Task instructions:
No pictures should be carried over. Output all other parts of the entries verbatim.

[Stored data entries]
▼
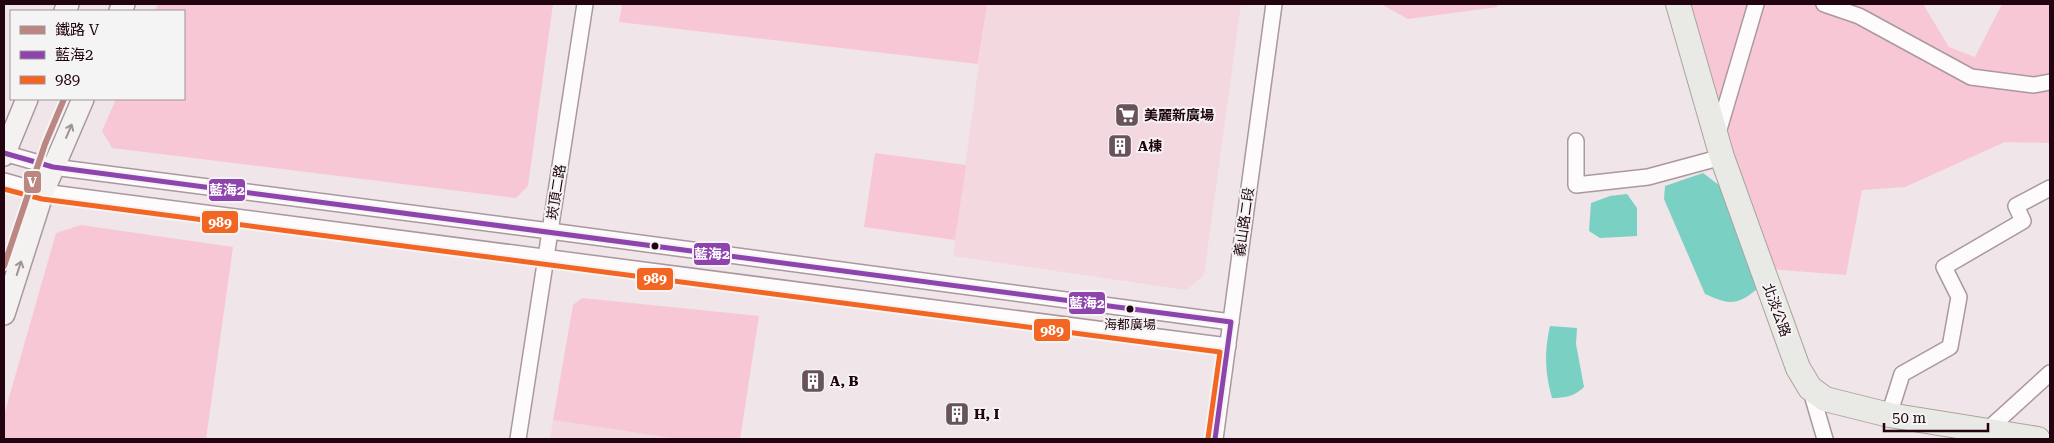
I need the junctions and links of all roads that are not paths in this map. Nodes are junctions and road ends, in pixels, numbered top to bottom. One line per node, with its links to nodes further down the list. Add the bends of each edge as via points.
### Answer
1 (585, 4): 16 (street, 崁頂二路)
2 (1274, 4): 19 (street, 義山路二段)
3 (1678, 4): 10 (main road, 北淡公路)
4 (1756, 4): 10 (street)
5 (1824, 4): 6 (street, via 1859,16 1971,77 2034,84)
6 (2050, 82)
7 (27, 100): 11 (street)
8 (83, 100): 12 (street, one-way to 8)
9 (1576, 141): 10 (street, via 1576,185 1648,177)
10 (1719, 147): 22 (main road, 北淡公路, via 1798,368)
11 (4, 154): 12 (street)
12 (53, 167): 15 (street); 16 (street)
13 (4, 181): 15 (street)
14 (2050, 188): 23 (street, via 2016,206 2023,221 1944,267 1958,297 1950,347 1902,374)
15 (43, 192): 17 (street); 18 (street, one-way to 15)
16 (550, 231): 17 (street, 崁頂二路); 19 (street)
17 (546, 258): 20 (street); 25 (street, 崁頂二路)
18 (4, 314)
19 (1231, 322): 20 (street, 義山路二段)
20 (1228, 346): 26 (street, 義山路二段)
21 (2050, 373): 24 (street)
22 (1810, 388): 23 (main road, 北淡公路, via 1825,399); 27 (street)
23 (1889, 415): 24 (main road, 北淡公路)
24 (1982, 435): 28 (main road, 北淡公路)
25 (518, 439)
26 (1214, 439)
27 (1825, 439)
28 (2038, 439)

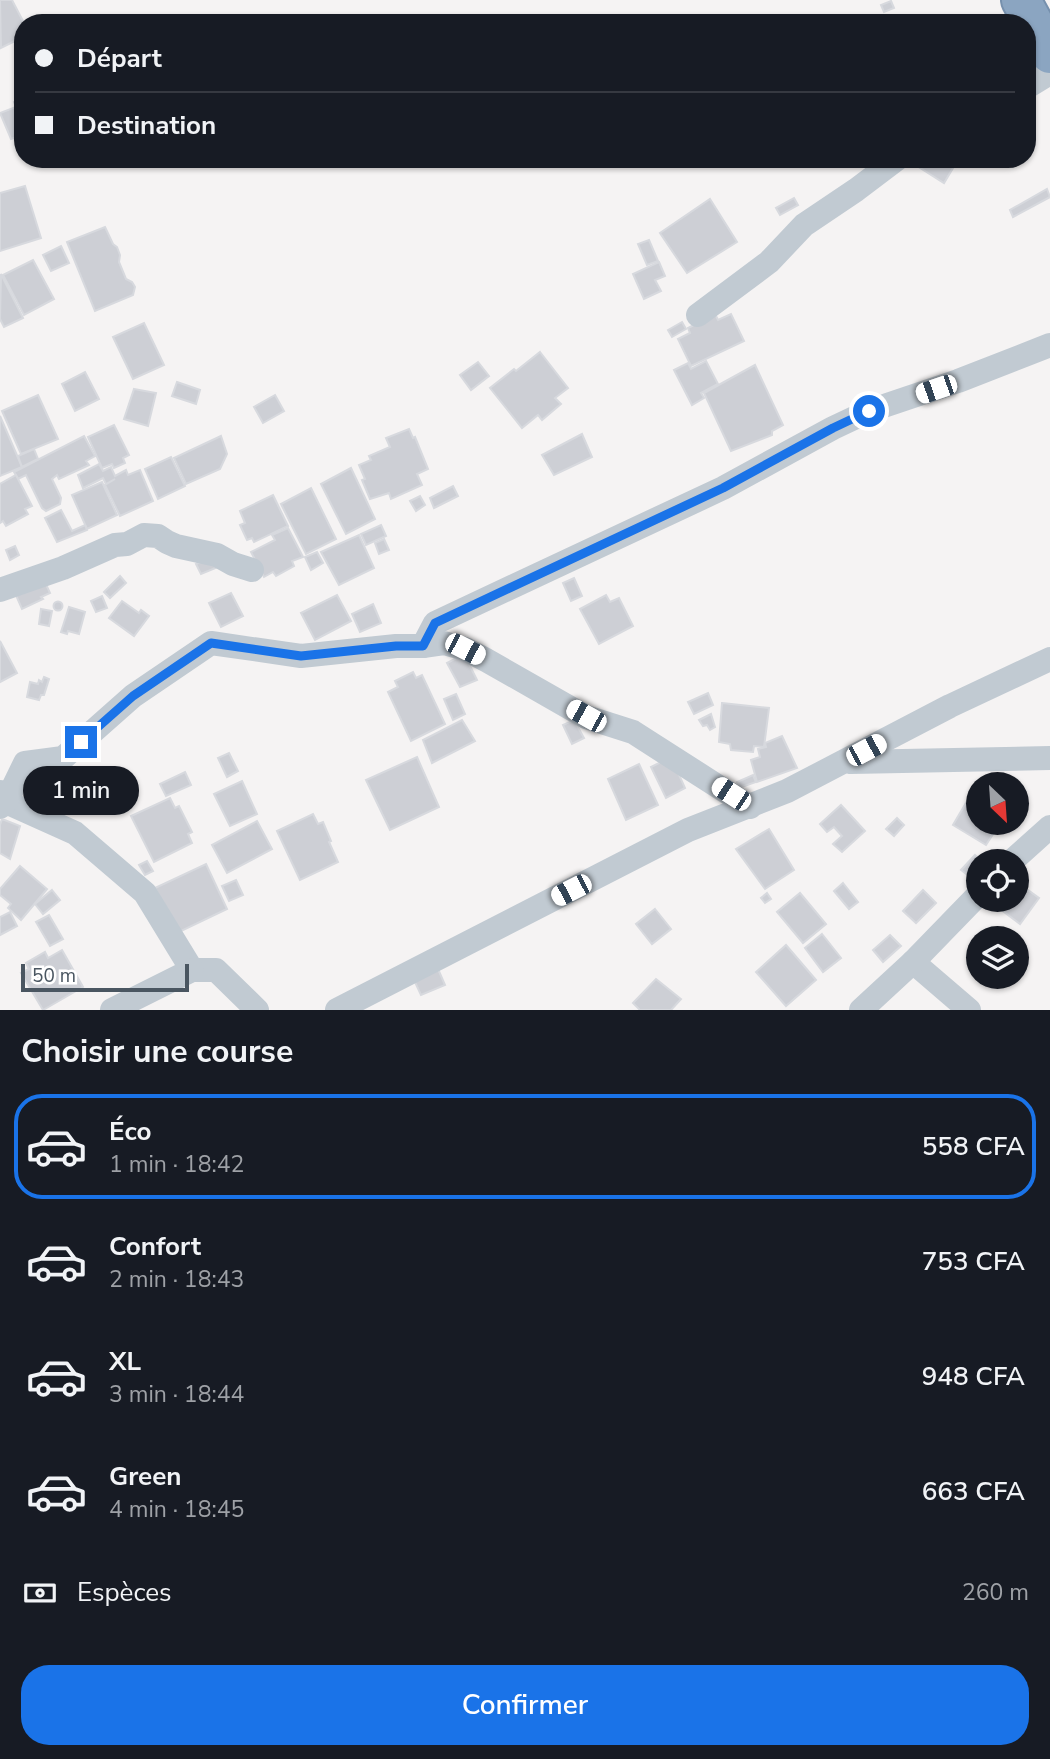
▲
Result:
I need the junctions and links of all roads that are not paths in this map. Nodes are junctions and road ends, in pixels, numbered top to bottom. One line per node, with its links to nodes further down the list. Add the bends of each edge as via points.
### Answer
1 (585, 4): 16 (street, 崁頂二路)
2 (1274, 4): 19 (street, 義山路二段)
3 (1678, 4): 10 (main road, 北淡公路)
4 (1756, 4): 10 (street)
5 (1824, 4): 6 (street, via 1859,16 1971,77 2034,84)
6 (2050, 82)
7 (27, 100): 11 (street)
8 (83, 100): 12 (street, one-way to 8)
9 (1576, 141): 10 (street, via 1576,185 1648,177)
10 (1719, 147): 22 (main road, 北淡公路, via 1798,368)
11 (4, 154): 12 (street)
12 (53, 167): 15 (street); 16 (street)
13 (4, 181): 15 (street)
14 (2050, 188): 23 (street, via 2016,206 2023,221 1944,267 1958,297 1950,347 1902,374)
15 (43, 192): 17 (street); 18 (street, one-way to 15)
16 (550, 231): 17 (street, 崁頂二路); 19 (street)
17 (546, 258): 20 (street); 25 (street, 崁頂二路)
18 (4, 314)
19 (1231, 322): 20 (street, 義山路二段)
20 (1228, 346): 26 (street, 義山路二段)
21 (2050, 373): 24 (street)
22 (1810, 388): 23 (main road, 北淡公路, via 1825,399); 27 (street)
23 (1889, 415): 24 (main road, 北淡公路)
24 (1982, 435): 28 (main road, 北淡公路)
25 (518, 439)
26 (1214, 439)
27 (1825, 439)
28 (2038, 439)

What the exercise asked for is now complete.